The elvish age bracket containing age 70 applies to 1134 people out of 100,000, and runs from 68 to 83, a span of 16 years – so 1134 / 16 gives 70.875 people out of 100,000 aged exactly 70. To get that back to 0.6 people, we have to divide the elvish population by a factor of 70.875 / 0.6, or 118.125.

That means that a city of 20,000 humans is as common as a “city” of 20,000/118.125=169 elves. A town or village of 2,000 humans is as common as a “town” of about 17 elves.

400-500 years?

These differentials would be even more extreme if the 400-500 year lifespan model were applied. You would end up with the average Elven city having like 2 people in it. And villages would contain less than 1 person.

Don’t believe me? Well, let’s have a go.

The conversion factor

So, to start with, we want to graduate from x1 to x5 smoothly. The square root of 5 is 2.236, and the square root of that is 1.5, near enough. So, let’s say the factors are:

  • times 1;
  • times 1.5;
  • times 1.5 x 1.5 = times 2.25;
  • times 2.25 x 1.5 = times 3.375;
  • times 5, thereafter.

Our ten-year population intervals become:

  • 10 years;
  • 15 years;
  • 23 years;
  • 34 years;
  • 50 years, thereafter.

And that gives, from a standard 100,000 breakdown:

  • 40,000 will be under 10, 60,000 will be 10+.
  • The 60,000 are made up of 18,000 aged 10-24 and 42,000 aged 25+.
  • The 42,000 are made up of 21,000 aged 25-47 and 21,000 aged 48+.
  • The 21,000 are made up of 14,700 aged 48-81 and 6,300 aged 82+.
  • The 6,300 are made up of 5,040 aged 82-131 and 1,260 aged 132+.
  • The 1,260 are made up of 1,134 aged 132-181 and 126 aged 182+.
  • The 126 are made up of 120 aged 182-231 and 6 aged 232+.

…and so on.

With 70 years being our standard of comparison, we have 6 humans in 100,000 and 14,700 elves in roughly that time-span. Dividing the 6 humans into the 10-year span gives 0.6 people in 100,000 being exactly 70 years old, while dividing the 14,700 elves into the 34 year age span gives 432-and-a-fraction elves exactly 70 years old out of every 100,000. Reducing elvish populations so that both groups have 0.6 members in 100,000 who are aged exactly 70 years gives a ratio of 720.6.

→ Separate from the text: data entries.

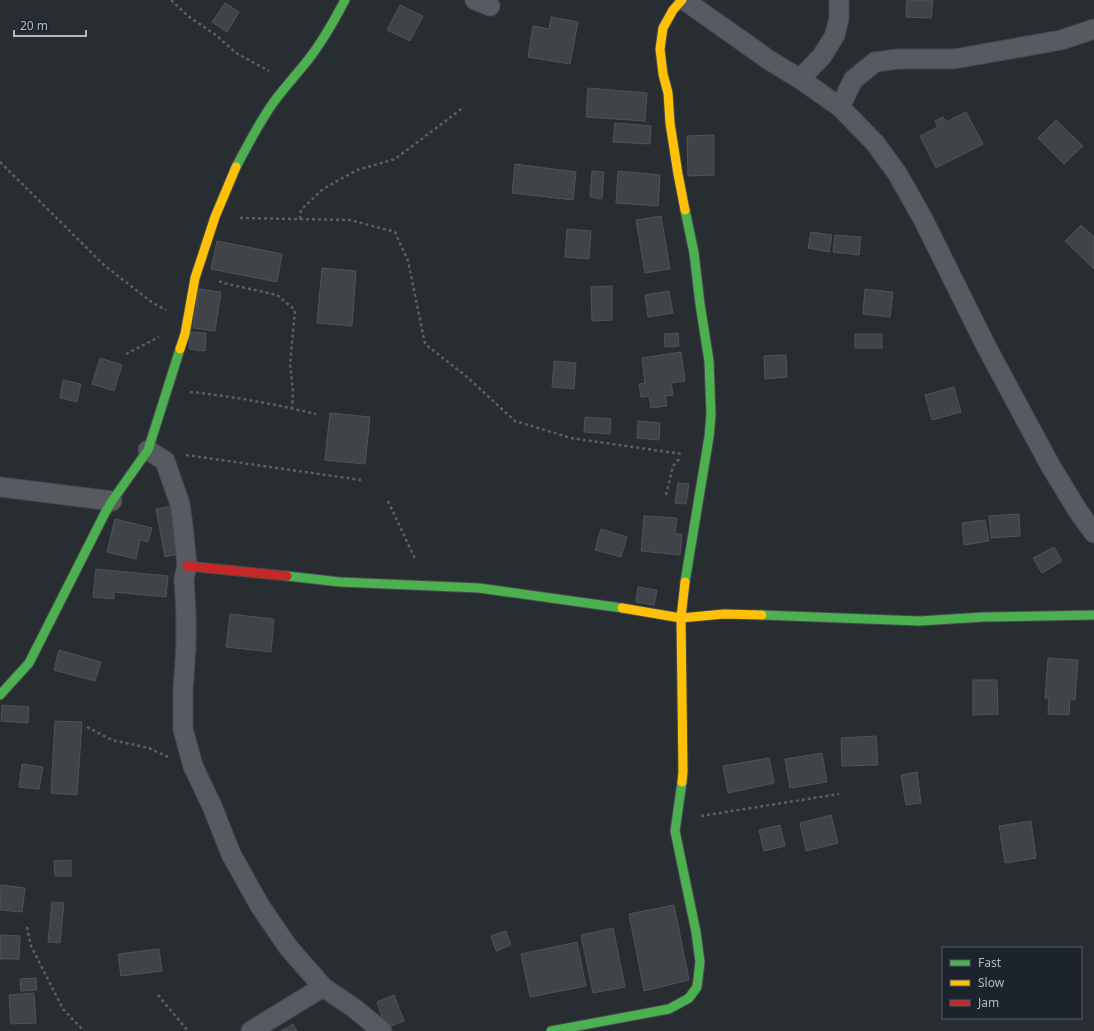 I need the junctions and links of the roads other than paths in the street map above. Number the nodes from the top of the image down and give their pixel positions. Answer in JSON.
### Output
{"nodes":[{"id":1,"x":345,"y":0,"type":"edge"},
{"id":2,"x":683,"y":0,"type":"edge"},
{"id":3,"x":839,"y":0,"type":"edge"},
{"id":4,"x":1094,"y":29,"type":"edge"},
{"id":5,"x":800,"y":78,"type":"junction"},
{"id":6,"x":840,"y":107,"type":"junction"},
{"id":7,"x":148,"y":450,"type":"junction"},
{"id":8,"x":0,"y":487,"type":"edge"},
{"id":9,"x":112,"y":501,"type":"junction"},
{"id":10,"x":1094,"y":533,"type":"edge"},
{"id":11,"x":187,"y":566,"type":"junction"},
{"id":12,"x":1094,"y":615,"type":"edge"},
{"id":13,"x":681,"y":618,"type":"junction"},
{"id":14,"x":0,"y":694,"type":"edge"},
{"id":15,"x":323,"y":987,"type":"junction"},
{"id":16,"x":251,"y":1031,"type":"edge"},
{"id":17,"x":382,"y":1031,"type":"edge"},
{"id":18,"x":551,"y":1031,"type":"edge"}],
"edges":[{"from":1,"to":7,"type":"street"},
{"from":2,"to":5,"type":"street"},
{"from":2,"to":13,"type":"street"},
{"from":3,"to":5,"type":"street"},
{"from":4,"to":6,"type":"street"},
{"from":5,"to":6,"type":"street"},
{"from":6,"to":10,"type":"street"},
{"from":7,"to":9,"type":"street"},
{"from":7,"to":11,"type":"street"},
{"from":8,"to":9,"type":"street"},
{"from":9,"to":14,"type":"street"},
{"from":11,"to":13,"type":"street"},
{"from":11,"to":15,"type":"street"},
{"from":12,"to":13,"type":"street"},
{"from":13,"to":18,"type":"street"},
{"from":15,"to":16,"type":"street"},
{"from":15,"to":17,"type":"street"}]}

So an elvish city of “20,000 humans” would contain about 28 elves, and a village of “2000 humans” would be the equivalent of an elvish village of… three. Most of the time. Actually, 20% of the time, it would only be two elves.

Conclusion

Plucking numbers out of the air for lifespan is all well and good, but if you don’t know what you’re doing, the implications can overwhelm your game setting. Or, if they are not taken into account – something few people take the time and trouble to do – they can completely demolish the plausibility of the game setting when someone else hits you between the eyes with some hard questions.

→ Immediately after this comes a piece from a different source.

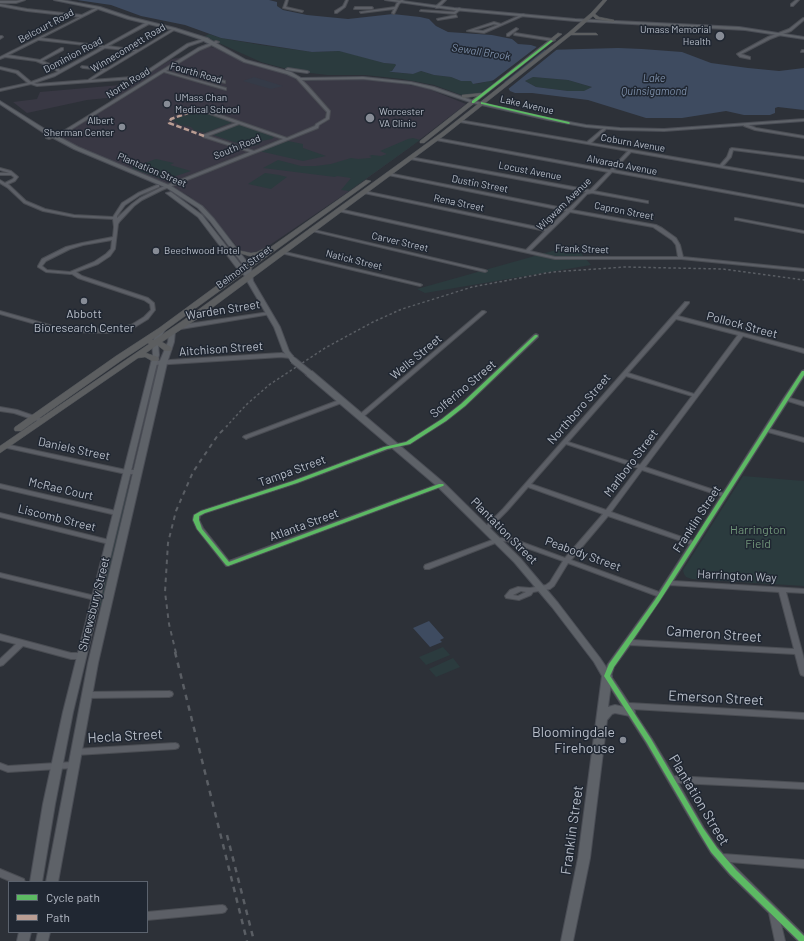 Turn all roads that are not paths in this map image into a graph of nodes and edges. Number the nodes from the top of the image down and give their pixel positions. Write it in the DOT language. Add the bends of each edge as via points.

One Caveat: I don’t have any actual population demographics for the calculations shown here, especially for those specified in the section The Human Analogue In A Fantasy Campaign. These are simply numbers that seem about right from the many sources and references that I have read in the past. More accurate data would yield more accurate analysis and projections – but the results ‘feel’ right, as they stand. So you can take them with a grain of salt – but I’ll use them until something more accurate presents itself.